*Task statement*.
For the word "Crescent", search the records and show each line in which it occurs.

Segment Start: The data

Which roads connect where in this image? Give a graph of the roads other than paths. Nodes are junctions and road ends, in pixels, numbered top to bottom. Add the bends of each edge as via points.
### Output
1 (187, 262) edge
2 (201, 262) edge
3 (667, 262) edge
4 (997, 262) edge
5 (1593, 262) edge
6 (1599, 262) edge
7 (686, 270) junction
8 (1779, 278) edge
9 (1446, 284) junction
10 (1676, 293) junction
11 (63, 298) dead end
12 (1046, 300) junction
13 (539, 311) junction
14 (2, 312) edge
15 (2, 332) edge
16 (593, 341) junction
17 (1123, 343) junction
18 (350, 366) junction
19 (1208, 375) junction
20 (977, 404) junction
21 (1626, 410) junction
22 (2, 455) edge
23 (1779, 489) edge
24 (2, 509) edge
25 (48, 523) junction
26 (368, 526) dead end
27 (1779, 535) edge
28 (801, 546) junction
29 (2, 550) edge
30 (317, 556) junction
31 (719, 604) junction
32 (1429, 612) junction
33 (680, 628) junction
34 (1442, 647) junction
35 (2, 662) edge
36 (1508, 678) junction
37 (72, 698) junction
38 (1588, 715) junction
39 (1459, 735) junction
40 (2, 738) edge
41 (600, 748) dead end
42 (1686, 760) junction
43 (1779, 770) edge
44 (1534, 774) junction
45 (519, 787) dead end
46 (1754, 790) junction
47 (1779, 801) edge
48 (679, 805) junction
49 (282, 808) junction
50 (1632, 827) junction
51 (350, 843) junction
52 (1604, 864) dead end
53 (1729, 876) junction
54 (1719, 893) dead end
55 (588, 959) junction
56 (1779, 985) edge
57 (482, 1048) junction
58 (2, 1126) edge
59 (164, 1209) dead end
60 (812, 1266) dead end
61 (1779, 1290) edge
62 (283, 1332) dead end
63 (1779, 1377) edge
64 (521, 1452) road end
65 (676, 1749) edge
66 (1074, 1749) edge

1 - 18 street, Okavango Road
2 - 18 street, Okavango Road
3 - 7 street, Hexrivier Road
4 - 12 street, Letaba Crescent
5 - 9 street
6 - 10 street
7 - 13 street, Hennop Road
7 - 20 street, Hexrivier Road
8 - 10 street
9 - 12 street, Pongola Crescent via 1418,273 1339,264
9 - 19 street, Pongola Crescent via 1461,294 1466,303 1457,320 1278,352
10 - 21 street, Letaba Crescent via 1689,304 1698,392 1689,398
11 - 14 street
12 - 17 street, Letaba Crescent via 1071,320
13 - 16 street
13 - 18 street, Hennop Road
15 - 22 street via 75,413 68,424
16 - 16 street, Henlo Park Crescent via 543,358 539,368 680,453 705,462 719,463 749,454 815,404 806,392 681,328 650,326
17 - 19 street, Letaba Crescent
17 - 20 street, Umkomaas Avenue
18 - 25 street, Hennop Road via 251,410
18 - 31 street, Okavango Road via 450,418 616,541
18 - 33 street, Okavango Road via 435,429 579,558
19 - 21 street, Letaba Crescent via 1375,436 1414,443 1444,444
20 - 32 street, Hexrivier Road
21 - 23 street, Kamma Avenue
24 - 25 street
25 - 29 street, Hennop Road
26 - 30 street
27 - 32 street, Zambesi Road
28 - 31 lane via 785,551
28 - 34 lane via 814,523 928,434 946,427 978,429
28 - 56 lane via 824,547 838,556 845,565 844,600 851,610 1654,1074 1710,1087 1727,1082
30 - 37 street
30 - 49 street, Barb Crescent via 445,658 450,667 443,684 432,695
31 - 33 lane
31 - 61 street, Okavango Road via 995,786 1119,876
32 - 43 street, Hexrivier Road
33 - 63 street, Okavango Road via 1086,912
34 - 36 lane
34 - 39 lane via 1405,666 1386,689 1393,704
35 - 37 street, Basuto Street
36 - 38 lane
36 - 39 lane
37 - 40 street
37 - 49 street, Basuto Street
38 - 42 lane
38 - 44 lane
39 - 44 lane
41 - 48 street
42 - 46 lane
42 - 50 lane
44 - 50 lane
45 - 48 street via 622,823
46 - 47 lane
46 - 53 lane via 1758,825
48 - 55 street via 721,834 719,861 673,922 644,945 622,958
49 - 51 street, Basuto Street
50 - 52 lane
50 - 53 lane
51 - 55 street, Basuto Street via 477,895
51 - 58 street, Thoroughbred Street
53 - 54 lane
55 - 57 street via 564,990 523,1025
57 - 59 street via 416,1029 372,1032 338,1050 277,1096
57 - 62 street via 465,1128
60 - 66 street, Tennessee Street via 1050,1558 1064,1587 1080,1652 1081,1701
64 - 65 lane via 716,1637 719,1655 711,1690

Segment End: The data

*Written reply*.
4 - 12 street, Letaba Crescent
9 - 12 street, Pongola Crescent via 1418,273 1339,264
9 - 19 street, Pongola Crescent via 1461,294 1466,303 1457,320 1278,352
10 - 21 street, Letaba Crescent via 1689,304 1698,392 1689,398
12 - 17 street, Letaba Crescent via 1071,320
16 - 16 street, Henlo Park Crescent via 543,358 539,368 680,453 705,462 719,463 749,454 815,404 806,392 681,328 650,326
17 - 19 street, Letaba Crescent
19 - 21 street, Letaba Crescent via 1375,436 1414,443 1444,444
30 - 49 street, Barb Crescent via 445,658 450,667 443,684 432,695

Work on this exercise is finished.